December 13, 2024 by Michael Pereira - Department of Psychology

Frustrated that the kid in your life can’t seem to pay attention when you are trying to teach them something? You don’t need to be, say psychologists at the University of Toronto.

Research from the Learning and Neural Development (LAND) Lab finds that children learn just as much whether they are trying to or not. Adults, on the other hand, tend to ignore information that they aren’t paying attention to.

“Don’t get mad at the little boy who’s doing jumping jacks while you’re reading a book,” says Amy Finn, associate professor in the Department of Psychology

“He’s probably still listening and learning even though it doesn’t necessarily look like it.”

Children really are like sponges

Directed Attention Shapes Learning in Adults but Not Children,” published in Psychological Science, shows that there is more truth than previously thought in the old saying that children are like sponges. The paper was authored by Finn, Marlie C. Tandoc, Bharat Nadendla, and Theresa Pham.

As part of this study, researchers tested how much children and adults learned about drawings of common objects after two different experiments. In the first, they told participants to pay attention to the drawings. In the other, participants were told to ignore the drawings as they completed an entirely different task. After each, participants had to identify fragments of the drawings they saw as quickly as possible.

Unlike adults, who learned more about the drawings when told to pay attention to them, children learned about them just as well across both experiments.

Looked at from another angle, children’s learning wasn’t negatively impacted when they weren't paying attention to the information they were tested on.

“I don’t think that I was prepared for that after years of looking at manipulations of attention,” says Finn.

Selective attention takes time

Children’s selective attention, or their ability to focus on a specific task and tune out distractions, develops slowly and doesn’t fully mature until early adulthood.

Previous research has found that unlike adults, a child’s brain treats information that they are told to pay attention to similarly to information they are not told to attend to. That is likely one of the reasons why children are so good at picking up languages spoken around them.

“As adults, we really filter what we’re learning through our goals and task demands. Whereas kids are absorbing everything regardless of that, seemingly without even trying,” says Tandoc, former LAND lab manager and current PhD candidate at the University of Pennsylvania.

Returning to a child-like state of learning might sound appealing, but selective attention has several benefits. Across experiments, attentional instruction boosts learning in adults. In other words, adults learn better when told what information is most important.

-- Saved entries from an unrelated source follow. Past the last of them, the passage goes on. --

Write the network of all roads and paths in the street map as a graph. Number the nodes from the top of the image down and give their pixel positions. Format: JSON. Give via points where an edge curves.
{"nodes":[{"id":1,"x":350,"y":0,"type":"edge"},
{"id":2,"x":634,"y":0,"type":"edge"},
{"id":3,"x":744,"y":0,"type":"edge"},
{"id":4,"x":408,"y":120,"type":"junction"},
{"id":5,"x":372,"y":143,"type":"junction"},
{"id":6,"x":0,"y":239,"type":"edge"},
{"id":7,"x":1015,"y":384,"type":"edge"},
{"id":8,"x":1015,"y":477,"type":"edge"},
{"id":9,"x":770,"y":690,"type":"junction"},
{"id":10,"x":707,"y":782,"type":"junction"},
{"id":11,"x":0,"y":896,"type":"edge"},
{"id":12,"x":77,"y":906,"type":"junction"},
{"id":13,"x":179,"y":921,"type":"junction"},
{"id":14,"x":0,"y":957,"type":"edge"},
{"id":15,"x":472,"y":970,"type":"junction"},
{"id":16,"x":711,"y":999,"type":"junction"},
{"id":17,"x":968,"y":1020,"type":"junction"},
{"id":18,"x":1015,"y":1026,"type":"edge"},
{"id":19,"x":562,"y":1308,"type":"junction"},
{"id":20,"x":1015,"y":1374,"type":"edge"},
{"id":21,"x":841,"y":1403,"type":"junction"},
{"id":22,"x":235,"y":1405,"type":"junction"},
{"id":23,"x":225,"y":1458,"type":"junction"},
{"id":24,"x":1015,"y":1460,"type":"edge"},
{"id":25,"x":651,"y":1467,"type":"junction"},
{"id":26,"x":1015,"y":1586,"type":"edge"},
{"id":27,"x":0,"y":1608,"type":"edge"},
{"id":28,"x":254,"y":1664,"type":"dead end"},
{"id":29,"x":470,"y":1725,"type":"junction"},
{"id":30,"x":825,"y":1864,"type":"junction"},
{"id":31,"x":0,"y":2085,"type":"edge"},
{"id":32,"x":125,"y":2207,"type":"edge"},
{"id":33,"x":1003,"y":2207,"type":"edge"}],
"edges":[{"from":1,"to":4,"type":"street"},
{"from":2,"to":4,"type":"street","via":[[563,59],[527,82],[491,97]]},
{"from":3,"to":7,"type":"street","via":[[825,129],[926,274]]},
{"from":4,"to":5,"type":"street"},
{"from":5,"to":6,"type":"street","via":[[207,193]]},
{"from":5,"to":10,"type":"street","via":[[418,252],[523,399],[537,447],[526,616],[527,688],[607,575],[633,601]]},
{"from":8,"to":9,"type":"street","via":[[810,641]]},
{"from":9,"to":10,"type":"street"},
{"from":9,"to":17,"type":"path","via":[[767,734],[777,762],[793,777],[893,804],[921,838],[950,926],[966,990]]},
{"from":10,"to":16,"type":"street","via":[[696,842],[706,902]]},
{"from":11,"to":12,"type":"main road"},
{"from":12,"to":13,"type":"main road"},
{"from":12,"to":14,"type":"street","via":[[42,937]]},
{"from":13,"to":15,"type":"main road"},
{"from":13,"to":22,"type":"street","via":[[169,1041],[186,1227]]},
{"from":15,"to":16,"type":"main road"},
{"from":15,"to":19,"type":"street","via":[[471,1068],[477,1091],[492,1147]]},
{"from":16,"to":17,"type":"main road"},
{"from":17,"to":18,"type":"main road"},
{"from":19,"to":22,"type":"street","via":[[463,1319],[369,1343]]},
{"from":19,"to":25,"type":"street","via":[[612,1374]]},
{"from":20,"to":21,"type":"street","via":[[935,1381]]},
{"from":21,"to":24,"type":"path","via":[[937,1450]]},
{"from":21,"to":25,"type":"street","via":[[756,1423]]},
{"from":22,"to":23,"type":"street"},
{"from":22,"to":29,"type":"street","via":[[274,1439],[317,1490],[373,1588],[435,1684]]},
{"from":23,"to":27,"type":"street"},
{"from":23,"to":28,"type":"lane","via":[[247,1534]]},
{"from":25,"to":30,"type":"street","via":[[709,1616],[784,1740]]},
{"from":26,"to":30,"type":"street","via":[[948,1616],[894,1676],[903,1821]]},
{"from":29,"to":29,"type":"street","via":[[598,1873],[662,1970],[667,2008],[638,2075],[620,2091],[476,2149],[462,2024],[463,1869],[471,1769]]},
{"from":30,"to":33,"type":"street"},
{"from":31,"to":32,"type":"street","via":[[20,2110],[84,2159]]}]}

This research can change the ways parents, teachers, and curriculum designers think about how children and adults learn. It underlines the benefits of encouraging play and presenting children with more immersive learning opportunities. For adults, defining a clear task or goal at the beginning of a class or workshop is important for learning.

“For me, when I’m hanging out with my five-year-old, I’m less worried now than I was otherwise about whether or not he is learning something if it doesn’t seem like he is paying attention,” says Finn.